The input START
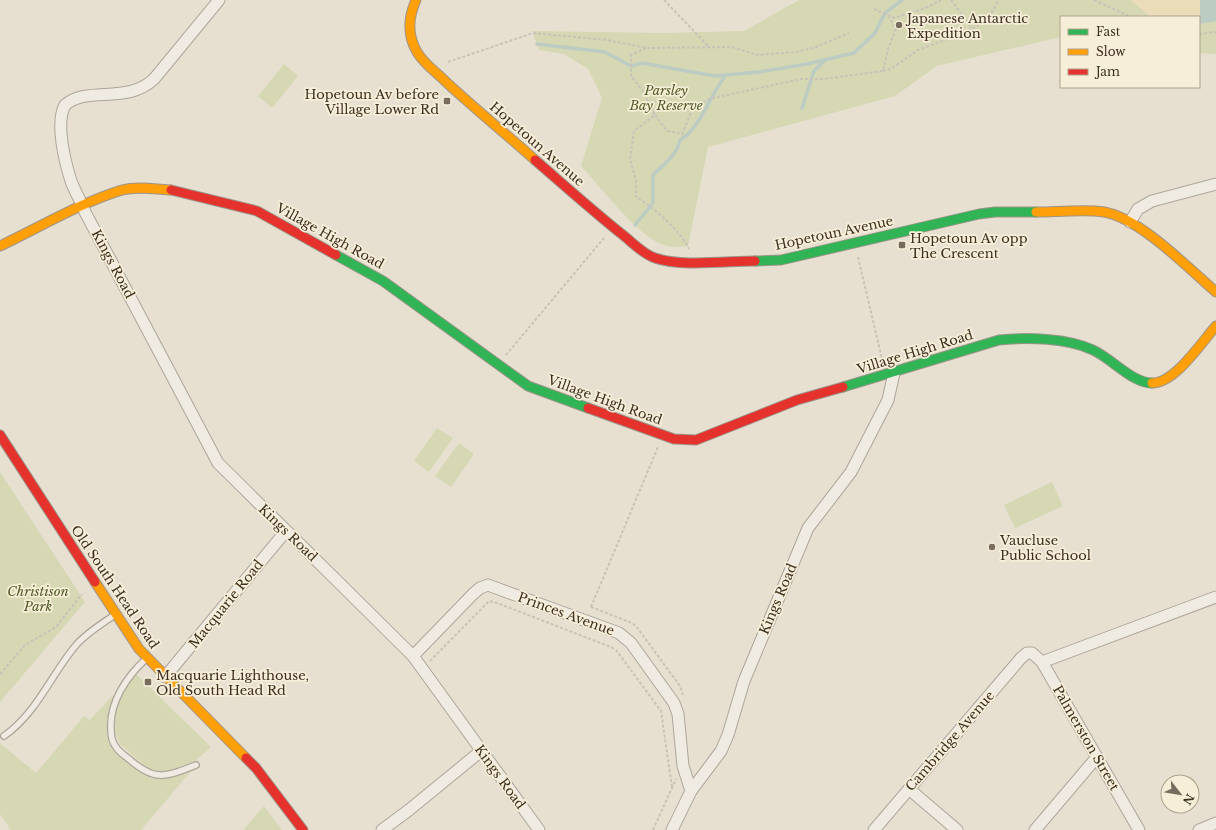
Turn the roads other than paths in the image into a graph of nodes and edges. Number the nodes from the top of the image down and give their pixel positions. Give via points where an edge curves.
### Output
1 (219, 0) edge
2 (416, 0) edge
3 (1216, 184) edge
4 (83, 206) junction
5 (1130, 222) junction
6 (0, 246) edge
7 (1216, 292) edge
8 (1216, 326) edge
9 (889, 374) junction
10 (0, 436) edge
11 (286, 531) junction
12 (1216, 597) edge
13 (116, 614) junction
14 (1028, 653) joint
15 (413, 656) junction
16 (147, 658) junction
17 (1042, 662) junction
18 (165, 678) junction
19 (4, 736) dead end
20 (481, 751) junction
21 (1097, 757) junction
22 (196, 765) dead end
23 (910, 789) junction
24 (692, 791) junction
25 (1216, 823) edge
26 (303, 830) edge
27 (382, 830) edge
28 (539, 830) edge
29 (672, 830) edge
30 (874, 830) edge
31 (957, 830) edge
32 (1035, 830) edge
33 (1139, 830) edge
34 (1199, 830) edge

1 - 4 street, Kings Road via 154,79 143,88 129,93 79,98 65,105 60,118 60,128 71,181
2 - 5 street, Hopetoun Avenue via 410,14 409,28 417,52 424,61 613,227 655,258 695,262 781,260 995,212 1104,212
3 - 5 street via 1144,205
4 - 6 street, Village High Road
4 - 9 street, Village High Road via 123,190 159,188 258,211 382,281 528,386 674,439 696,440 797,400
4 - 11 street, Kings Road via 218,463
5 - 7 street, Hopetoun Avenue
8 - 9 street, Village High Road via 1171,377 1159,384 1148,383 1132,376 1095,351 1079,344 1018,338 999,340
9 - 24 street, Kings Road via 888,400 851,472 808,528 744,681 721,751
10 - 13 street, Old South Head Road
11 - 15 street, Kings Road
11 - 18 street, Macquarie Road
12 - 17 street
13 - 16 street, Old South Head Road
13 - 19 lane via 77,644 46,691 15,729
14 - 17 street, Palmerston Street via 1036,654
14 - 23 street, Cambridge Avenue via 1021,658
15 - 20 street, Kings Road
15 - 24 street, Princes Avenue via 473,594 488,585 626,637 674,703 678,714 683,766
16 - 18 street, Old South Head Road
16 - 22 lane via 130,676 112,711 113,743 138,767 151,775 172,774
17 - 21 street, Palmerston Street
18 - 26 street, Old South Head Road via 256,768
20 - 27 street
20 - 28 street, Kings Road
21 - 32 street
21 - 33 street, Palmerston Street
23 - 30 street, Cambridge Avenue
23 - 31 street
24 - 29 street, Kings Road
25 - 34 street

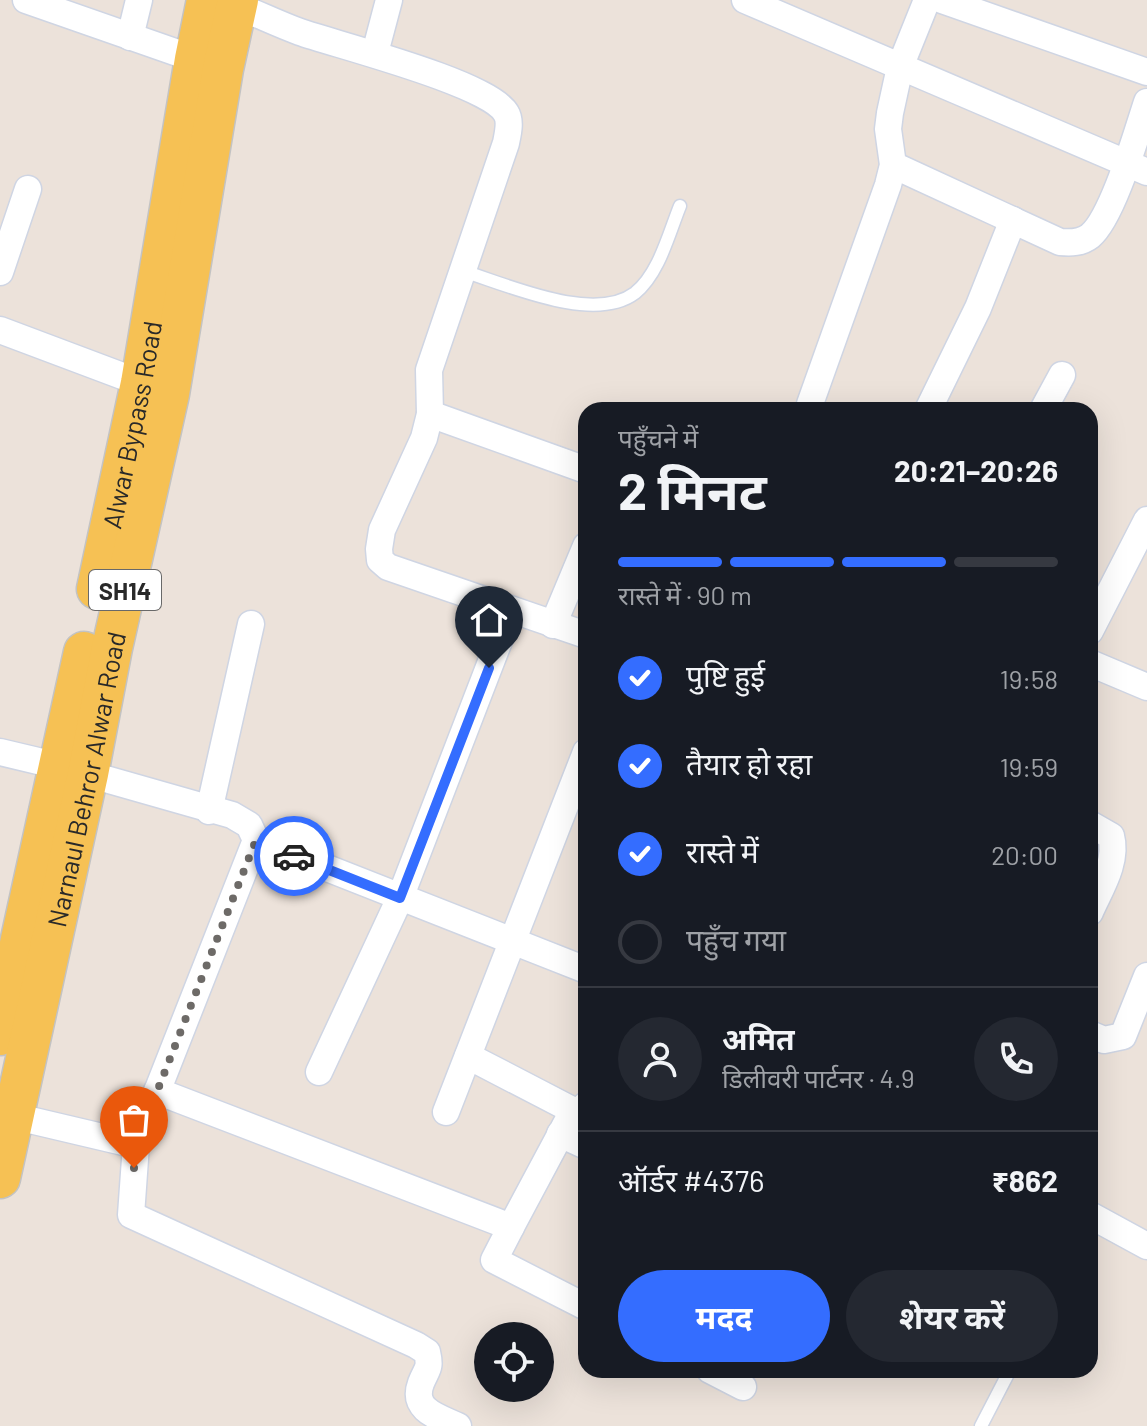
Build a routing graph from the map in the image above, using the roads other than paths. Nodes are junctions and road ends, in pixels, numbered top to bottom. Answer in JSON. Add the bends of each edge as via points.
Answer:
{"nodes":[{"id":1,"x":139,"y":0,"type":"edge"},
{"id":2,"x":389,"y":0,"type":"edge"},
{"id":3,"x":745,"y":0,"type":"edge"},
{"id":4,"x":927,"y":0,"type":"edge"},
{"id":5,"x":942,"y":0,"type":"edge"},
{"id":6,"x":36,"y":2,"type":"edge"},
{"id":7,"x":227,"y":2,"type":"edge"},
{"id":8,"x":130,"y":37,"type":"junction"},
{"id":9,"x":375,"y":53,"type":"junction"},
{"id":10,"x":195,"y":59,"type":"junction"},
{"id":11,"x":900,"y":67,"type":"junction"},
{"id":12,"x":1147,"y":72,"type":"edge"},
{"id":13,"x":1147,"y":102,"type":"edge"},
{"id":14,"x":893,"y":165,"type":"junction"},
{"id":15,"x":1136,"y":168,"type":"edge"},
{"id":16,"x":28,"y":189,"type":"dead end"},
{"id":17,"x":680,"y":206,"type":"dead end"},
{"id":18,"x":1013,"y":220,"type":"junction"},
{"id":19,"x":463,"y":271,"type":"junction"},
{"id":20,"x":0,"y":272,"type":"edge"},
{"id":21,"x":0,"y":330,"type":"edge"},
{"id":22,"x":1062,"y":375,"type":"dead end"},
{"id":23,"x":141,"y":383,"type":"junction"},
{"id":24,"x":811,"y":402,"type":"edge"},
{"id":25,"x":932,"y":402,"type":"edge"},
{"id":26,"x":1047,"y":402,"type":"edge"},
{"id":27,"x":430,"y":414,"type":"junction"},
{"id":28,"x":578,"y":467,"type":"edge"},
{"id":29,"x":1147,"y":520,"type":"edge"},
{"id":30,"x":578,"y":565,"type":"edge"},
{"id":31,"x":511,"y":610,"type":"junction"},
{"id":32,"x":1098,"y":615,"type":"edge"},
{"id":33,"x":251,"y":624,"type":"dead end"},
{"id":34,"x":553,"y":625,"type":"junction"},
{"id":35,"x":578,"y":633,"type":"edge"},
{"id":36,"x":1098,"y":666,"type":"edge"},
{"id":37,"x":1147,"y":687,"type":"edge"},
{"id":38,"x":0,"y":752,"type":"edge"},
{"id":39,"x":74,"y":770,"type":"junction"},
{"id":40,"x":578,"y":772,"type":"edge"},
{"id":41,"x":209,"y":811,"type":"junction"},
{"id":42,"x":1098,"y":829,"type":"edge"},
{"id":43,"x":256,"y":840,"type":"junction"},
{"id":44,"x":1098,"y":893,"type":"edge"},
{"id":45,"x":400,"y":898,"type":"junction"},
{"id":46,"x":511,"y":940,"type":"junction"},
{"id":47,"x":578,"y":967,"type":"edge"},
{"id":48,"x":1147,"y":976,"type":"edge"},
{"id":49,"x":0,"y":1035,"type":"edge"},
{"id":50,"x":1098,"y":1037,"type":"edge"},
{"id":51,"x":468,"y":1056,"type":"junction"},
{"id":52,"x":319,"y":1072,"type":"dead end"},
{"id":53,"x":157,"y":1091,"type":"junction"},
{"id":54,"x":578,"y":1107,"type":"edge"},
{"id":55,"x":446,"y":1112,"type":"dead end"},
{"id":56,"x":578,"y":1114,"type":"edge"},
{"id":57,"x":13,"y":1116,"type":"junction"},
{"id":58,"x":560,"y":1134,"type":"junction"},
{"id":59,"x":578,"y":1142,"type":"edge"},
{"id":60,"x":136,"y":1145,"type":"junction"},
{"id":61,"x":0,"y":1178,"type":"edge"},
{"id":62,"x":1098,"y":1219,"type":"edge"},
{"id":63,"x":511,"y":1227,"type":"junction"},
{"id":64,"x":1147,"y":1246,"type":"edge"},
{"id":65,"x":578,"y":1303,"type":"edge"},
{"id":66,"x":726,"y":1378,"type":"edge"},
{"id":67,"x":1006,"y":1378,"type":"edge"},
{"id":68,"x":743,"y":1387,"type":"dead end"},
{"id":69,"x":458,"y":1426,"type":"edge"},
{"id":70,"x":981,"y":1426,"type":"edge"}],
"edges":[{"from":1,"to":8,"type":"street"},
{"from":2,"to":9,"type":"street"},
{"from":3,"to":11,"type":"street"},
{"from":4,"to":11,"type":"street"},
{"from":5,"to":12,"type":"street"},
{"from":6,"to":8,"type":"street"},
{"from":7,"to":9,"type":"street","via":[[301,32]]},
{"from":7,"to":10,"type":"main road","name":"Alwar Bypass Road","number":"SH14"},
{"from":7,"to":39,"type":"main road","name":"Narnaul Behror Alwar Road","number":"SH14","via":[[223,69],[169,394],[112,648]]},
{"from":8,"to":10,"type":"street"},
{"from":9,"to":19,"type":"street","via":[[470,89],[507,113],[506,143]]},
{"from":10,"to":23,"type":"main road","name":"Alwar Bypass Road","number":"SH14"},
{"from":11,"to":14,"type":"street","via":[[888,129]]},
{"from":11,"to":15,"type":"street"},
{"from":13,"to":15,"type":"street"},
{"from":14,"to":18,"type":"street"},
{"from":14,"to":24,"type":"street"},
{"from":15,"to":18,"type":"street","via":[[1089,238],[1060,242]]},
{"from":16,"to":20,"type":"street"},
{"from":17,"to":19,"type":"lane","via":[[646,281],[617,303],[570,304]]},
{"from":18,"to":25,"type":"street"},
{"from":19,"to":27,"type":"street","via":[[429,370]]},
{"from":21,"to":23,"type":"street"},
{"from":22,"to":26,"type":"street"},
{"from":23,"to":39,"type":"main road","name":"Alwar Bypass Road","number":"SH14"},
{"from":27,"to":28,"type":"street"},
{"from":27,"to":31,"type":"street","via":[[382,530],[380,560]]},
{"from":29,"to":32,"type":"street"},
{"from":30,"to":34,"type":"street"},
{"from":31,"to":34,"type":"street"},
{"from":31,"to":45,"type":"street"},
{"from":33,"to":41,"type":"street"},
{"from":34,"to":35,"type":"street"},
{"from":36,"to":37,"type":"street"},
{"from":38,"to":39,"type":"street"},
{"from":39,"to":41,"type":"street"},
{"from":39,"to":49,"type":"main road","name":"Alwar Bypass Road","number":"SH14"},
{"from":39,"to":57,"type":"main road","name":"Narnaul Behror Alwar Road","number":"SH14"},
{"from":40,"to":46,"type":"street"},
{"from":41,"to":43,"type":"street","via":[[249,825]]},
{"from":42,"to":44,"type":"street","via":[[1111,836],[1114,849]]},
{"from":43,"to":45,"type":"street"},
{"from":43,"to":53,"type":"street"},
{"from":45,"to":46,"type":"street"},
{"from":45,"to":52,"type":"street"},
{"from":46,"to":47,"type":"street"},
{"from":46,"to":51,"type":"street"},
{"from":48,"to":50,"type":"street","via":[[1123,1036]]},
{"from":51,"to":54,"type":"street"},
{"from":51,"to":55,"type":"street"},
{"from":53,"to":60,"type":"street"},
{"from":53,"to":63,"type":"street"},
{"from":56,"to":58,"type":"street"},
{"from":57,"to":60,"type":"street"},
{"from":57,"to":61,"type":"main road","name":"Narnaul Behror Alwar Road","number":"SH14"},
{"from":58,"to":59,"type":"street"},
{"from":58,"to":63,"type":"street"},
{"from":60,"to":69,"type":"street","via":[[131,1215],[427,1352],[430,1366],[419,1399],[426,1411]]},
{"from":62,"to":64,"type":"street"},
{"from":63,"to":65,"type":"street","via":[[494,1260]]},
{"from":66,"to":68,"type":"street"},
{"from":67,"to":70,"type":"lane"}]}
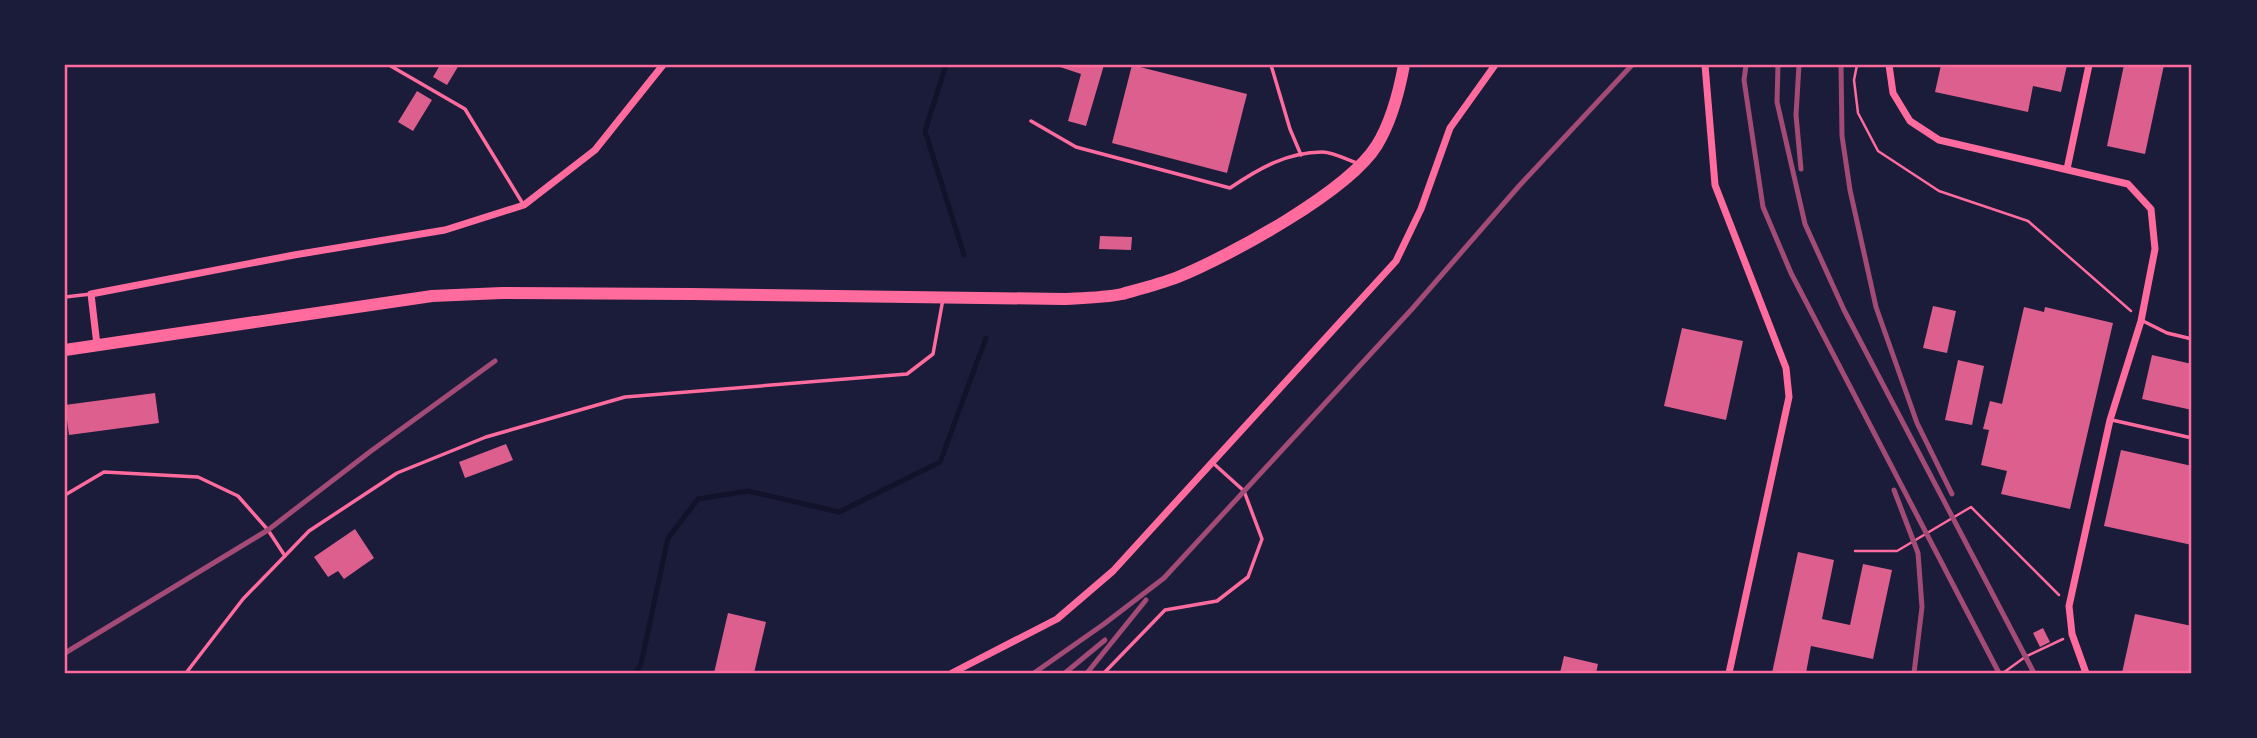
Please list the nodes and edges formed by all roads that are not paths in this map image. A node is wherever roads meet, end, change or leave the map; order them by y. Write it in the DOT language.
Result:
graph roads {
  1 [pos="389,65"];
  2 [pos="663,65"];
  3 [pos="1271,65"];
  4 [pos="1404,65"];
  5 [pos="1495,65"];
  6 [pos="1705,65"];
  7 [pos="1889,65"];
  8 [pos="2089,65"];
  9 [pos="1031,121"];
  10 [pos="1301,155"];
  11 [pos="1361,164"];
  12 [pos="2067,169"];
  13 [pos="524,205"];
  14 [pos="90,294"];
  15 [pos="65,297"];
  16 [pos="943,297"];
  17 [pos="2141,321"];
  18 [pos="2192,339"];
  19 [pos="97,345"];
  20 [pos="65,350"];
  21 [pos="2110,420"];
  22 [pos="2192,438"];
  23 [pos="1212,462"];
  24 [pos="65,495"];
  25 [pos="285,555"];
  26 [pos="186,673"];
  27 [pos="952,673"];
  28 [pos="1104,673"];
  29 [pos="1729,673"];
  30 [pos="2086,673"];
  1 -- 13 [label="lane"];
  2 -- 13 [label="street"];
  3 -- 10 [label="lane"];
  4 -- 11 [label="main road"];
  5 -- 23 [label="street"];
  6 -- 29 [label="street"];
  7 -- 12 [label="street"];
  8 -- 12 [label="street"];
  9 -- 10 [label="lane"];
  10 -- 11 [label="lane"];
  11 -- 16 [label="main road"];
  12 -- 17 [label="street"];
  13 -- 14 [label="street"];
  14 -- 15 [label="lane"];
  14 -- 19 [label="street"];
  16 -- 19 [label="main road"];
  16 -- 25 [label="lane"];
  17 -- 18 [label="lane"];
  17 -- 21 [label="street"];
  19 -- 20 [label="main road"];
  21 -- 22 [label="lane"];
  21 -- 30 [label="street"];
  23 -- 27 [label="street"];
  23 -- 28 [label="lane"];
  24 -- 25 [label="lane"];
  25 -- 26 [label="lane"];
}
The input END
#### Goal of the exercise:
Read the entries above, then pull out the lines that include "High".

#### Solution to this task:
4 - 6 street, Village High Road
4 - 9 street, Village High Road via 123,190 159,188 258,211 382,281 528,386 674,439 696,440 797,400
8 - 9 street, Village High Road via 1171,377 1159,384 1148,383 1132,376 1095,351 1079,344 1018,338 999,340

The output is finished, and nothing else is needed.